▶ [Requirement]: Provide only the number of lines in the data below that contain the word "NECKARSULMER".

▶ [The data]:
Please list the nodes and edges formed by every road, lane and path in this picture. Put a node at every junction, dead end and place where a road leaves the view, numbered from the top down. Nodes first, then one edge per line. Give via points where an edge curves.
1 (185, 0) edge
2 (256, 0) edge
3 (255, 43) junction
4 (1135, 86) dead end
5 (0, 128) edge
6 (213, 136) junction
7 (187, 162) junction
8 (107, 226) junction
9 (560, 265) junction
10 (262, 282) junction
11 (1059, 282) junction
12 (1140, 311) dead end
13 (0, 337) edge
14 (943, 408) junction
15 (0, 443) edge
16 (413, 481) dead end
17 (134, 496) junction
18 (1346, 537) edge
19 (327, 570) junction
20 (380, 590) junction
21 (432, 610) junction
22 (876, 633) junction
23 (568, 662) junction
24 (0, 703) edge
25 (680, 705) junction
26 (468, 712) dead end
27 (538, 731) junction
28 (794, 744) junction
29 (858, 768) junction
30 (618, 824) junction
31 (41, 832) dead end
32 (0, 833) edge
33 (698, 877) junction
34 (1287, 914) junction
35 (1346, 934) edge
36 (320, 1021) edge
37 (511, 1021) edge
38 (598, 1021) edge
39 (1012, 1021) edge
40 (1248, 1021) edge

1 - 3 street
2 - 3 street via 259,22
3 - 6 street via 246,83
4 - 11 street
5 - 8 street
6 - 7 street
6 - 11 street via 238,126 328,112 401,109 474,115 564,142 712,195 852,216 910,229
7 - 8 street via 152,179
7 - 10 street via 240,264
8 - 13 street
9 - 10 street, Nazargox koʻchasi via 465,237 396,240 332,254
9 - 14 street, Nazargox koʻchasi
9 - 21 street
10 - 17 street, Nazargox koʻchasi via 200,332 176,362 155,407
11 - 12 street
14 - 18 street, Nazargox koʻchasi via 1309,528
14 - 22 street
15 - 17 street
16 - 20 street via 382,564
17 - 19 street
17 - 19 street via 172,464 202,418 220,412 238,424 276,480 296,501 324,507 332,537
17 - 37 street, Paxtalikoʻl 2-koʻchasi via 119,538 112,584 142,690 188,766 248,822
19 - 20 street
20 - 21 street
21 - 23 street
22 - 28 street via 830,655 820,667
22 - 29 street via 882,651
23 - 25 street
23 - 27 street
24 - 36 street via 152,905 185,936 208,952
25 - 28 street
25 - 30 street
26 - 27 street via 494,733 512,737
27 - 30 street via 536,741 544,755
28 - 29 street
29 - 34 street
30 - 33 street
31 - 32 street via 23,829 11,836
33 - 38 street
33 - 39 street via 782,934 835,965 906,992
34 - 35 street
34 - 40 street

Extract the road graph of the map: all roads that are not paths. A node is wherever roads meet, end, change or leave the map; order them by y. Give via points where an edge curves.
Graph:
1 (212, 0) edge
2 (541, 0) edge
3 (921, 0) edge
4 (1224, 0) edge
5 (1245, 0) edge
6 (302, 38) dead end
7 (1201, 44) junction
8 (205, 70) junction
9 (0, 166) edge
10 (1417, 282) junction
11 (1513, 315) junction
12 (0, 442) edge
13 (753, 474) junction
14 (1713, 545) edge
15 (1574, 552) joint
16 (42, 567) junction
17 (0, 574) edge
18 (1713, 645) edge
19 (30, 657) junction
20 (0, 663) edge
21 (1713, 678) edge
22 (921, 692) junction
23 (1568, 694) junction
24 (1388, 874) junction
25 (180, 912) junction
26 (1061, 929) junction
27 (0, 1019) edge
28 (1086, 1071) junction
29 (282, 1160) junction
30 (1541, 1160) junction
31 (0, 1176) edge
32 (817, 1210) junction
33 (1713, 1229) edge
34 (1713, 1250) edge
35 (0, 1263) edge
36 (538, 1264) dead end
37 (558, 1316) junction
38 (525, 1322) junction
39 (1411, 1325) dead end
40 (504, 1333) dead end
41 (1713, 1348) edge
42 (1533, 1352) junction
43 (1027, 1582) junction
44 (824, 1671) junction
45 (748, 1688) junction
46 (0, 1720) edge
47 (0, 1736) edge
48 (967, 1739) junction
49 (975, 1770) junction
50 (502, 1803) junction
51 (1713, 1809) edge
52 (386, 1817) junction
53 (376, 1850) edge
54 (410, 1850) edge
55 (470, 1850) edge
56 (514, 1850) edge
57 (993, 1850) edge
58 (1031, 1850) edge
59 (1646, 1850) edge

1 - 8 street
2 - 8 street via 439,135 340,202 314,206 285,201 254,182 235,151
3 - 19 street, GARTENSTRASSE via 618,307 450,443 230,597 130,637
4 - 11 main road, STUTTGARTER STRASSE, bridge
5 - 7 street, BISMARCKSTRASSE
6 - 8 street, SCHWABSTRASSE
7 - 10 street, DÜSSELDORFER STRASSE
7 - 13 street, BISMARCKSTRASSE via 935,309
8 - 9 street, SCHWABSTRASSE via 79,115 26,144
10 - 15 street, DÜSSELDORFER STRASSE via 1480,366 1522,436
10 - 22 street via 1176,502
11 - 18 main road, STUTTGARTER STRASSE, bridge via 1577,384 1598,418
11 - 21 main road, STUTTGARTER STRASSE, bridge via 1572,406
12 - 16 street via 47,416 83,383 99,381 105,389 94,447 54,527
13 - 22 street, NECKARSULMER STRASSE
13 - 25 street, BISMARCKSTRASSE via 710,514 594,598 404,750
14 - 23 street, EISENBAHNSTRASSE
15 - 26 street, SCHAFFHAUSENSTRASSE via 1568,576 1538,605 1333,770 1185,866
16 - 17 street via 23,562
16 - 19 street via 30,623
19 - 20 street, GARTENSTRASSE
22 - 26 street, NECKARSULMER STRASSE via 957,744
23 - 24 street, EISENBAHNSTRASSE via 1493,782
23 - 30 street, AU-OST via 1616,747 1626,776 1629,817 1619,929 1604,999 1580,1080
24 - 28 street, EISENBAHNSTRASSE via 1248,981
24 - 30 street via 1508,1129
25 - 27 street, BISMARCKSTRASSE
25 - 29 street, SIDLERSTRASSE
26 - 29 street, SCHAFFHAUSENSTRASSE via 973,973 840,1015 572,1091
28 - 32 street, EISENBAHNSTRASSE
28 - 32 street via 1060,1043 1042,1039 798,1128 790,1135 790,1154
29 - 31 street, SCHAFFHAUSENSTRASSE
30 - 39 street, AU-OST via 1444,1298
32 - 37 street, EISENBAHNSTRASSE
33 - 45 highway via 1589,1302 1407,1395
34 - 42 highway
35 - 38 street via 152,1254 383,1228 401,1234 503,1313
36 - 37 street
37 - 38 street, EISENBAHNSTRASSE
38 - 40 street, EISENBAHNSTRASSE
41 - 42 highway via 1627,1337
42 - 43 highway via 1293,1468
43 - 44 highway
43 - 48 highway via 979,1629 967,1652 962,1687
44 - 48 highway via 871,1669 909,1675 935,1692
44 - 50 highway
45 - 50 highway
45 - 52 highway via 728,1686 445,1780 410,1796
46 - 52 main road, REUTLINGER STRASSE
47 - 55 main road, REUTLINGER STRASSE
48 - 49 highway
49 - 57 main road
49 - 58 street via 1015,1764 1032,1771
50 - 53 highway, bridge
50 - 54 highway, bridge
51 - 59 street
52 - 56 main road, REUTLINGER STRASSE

▶ [Result of the exercise]: 2